EXERCISE PROMPT: Type out the entries again, matching each one exactly.

MATERIAL TO PROCESS:
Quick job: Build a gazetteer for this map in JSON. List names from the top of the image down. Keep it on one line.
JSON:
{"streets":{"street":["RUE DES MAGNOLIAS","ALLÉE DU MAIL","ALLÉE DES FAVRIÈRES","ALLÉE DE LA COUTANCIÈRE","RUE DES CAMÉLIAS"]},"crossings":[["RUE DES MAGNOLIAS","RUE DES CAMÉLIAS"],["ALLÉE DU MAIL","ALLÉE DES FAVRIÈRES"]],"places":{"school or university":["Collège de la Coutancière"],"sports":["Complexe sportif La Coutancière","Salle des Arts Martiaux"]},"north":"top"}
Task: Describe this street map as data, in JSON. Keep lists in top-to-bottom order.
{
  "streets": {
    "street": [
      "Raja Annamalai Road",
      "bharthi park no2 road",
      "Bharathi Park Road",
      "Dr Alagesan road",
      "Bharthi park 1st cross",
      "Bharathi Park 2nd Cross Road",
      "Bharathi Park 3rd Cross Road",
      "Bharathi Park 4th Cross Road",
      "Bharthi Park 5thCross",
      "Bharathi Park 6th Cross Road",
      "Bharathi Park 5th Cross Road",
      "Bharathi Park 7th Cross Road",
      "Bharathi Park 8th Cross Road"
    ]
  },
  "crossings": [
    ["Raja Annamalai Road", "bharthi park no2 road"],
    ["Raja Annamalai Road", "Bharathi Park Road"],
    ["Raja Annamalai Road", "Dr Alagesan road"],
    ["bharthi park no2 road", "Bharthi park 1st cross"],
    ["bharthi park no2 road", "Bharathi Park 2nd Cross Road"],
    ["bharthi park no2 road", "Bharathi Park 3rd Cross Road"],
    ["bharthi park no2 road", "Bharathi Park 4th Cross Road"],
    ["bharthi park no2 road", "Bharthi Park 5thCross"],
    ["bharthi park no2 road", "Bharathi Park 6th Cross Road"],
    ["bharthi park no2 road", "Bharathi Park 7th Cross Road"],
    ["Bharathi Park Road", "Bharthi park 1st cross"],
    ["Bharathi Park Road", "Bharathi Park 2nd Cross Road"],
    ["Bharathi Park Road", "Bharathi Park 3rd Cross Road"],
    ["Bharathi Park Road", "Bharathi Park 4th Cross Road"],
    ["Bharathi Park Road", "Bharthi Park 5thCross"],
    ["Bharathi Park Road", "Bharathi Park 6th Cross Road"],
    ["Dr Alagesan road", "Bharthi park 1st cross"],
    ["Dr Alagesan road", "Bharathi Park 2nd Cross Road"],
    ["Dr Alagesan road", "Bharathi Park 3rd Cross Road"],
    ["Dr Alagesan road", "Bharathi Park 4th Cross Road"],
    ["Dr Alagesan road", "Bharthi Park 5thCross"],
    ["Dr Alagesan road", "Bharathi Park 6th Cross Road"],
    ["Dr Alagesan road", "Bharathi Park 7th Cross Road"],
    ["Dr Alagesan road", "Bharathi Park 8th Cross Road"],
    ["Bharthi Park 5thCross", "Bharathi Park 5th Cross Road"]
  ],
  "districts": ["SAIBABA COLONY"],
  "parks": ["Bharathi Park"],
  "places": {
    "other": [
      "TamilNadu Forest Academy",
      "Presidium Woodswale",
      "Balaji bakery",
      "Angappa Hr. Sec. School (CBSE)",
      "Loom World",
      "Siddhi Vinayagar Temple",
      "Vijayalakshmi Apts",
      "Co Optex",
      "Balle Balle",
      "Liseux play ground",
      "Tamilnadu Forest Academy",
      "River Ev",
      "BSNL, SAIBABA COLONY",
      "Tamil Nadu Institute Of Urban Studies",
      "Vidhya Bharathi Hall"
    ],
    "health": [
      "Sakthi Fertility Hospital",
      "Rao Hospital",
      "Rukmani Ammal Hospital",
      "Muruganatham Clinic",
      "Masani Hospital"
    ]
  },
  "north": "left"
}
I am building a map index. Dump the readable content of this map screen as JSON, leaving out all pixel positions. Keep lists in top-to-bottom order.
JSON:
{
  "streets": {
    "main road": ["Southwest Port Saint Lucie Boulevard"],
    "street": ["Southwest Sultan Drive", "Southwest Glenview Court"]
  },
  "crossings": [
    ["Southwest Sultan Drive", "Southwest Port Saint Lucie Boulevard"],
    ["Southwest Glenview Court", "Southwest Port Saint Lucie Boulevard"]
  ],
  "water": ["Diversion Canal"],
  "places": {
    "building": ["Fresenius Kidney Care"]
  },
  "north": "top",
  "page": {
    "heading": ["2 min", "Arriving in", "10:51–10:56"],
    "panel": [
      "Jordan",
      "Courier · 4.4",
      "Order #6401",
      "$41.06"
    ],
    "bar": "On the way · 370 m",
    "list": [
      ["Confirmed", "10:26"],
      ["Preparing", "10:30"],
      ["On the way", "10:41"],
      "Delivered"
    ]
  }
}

PROBLEM SOLUTION:
Quick job: Build a gazetteer for this map in JSON. List names from the top of the image down. Keep it on one line.
JSON:
{"streets":{"street":["RUE DES MAGNOLIAS","ALLÉE DU MAIL","ALLÉE DES FAVRIÈRES","ALLÉE DE LA COUTANCIÈRE","RUE DES CAMÉLIAS"]},"crossings":[["RUE DES MAGNOLIAS","RUE DES CAMÉLIAS"],["ALLÉE DU MAIL","ALLÉE DES FAVRIÈRES"]],"places":{"school or university":["Collège de la Coutancière"],"sports":["Complexe sportif La Coutancière","Salle des Arts Martiaux"]},"north":"top"}
Task: Describe this street map as data, in JSON. Keep lists in top-to-bottom order.
{
  "streets": {
    "street": [
      "Raja Annamalai Road",
      "bharthi park no2 road",
      "Bharathi Park Road",
      "Dr Alagesan road",
      "Bharthi park 1st cross",
      "Bharathi Park 2nd Cross Road",
      "Bharathi Park 3rd Cross Road",
      "Bharathi Park 4th Cross Road",
      "Bharthi Park 5thCross",
      "Bharathi Park 6th Cross Road",
      "Bharathi Park 5th Cross Road",
      "Bharathi Park 7th Cross Road",
      "Bharathi Park 8th Cross Road"
    ]
  },
  "crossings": [
    ["Raja Annamalai Road", "bharthi park no2 road"],
    ["Raja Annamalai Road", "Bharathi Park Road"],
    ["Raja Annamalai Road", "Dr Alagesan road"],
    ["bharthi park no2 road", "Bharthi park 1st cross"],
    ["bharthi park no2 road", "Bharathi Park 2nd Cross Road"],
    ["bharthi park no2 road", "Bharathi Park 3rd Cross Road"],
    ["bharthi park no2 road", "Bharathi Park 4th Cross Road"],
    ["bharthi park no2 road", "Bharthi Park 5thCross"],
    ["bharthi park no2 road", "Bharathi Park 6th Cross Road"],
    ["bharthi park no2 road", "Bharathi Park 7th Cross Road"],
    ["Bharathi Park Road", "Bharthi park 1st cross"],
    ["Bharathi Park Road", "Bharathi Park 2nd Cross Road"],
    ["Bharathi Park Road", "Bharathi Park 3rd Cross Road"],
    ["Bharathi Park Road", "Bharathi Park 4th Cross Road"],
    ["Bharathi Park Road", "Bharthi Park 5thCross"],
    ["Bharathi Park Road", "Bharathi Park 6th Cross Road"],
    ["Dr Alagesan road", "Bharthi park 1st cross"],
    ["Dr Alagesan road", "Bharathi Park 2nd Cross Road"],
    ["Dr Alagesan road", "Bharathi Park 3rd Cross Road"],
    ["Dr Alagesan road", "Bharathi Park 4th Cross Road"],
    ["Dr Alagesan road", "Bharthi Park 5thCross"],
    ["Dr Alagesan road", "Bharathi Park 6th Cross Road"],
    ["Dr Alagesan road", "Bharathi Park 7th Cross Road"],
    ["Dr Alagesan road", "Bharathi Park 8th Cross Road"],
    ["Bharthi Park 5thCross", "Bharathi Park 5th Cross Road"]
  ],
  "districts": ["SAIBABA COLONY"],
  "parks": ["Bharathi Park"],
  "places": {
    "other": [
      "TamilNadu Forest Academy",
      "Presidium Woodswale",
      "Balaji bakery",
      "Angappa Hr. Sec. School (CBSE)",
      "Loom World",
      "Siddhi Vinayagar Temple",
      "Vijayalakshmi Apts",
      "Co Optex",
      "Balle Balle",
      "Liseux play ground",
      "Tamilnadu Forest Academy",
      "River Ev",
      "BSNL, SAIBABA COLONY",
      "Tamil Nadu Institute Of Urban Studies",
      "Vidhya Bharathi Hall"
    ],
    "health": [
      "Sakthi Fertility Hospital",
      "Rao Hospital",
      "Rukmani Ammal Hospital",
      "Muruganatham Clinic",
      "Masani Hospital"
    ]
  },
  "north": "left"
}
I am building a map index. Dump the readable content of this map screen as JSON, leaving out all pixel positions. Keep lists in top-to-bottom order.
JSON:
{
  "streets": {
    "main road": ["Southwest Port Saint Lucie Boulevard"],
    "street": ["Southwest Sultan Drive", "Southwest Glenview Court"]
  },
  "crossings": [
    ["Southwest Sultan Drive", "Southwest Port Saint Lucie Boulevard"],
    ["Southwest Glenview Court", "Southwest Port Saint Lucie Boulevard"]
  ],
  "water": ["Diversion Canal"],
  "places": {
    "building": ["Fresenius Kidney Care"]
  },
  "north": "top",
  "page": {
    "heading": ["2 min", "Arriving in", "10:51–10:56"],
    "panel": [
      "Jordan",
      "Courier · 4.4",
      "Order #6401",
      "$41.06"
    ],
    "bar": "On the way · 370 m",
    "list": [
      ["Confirmed", "10:26"],
      ["Preparing", "10:30"],
      ["On the way", "10:41"],
      "Delivered"
    ]
  }
}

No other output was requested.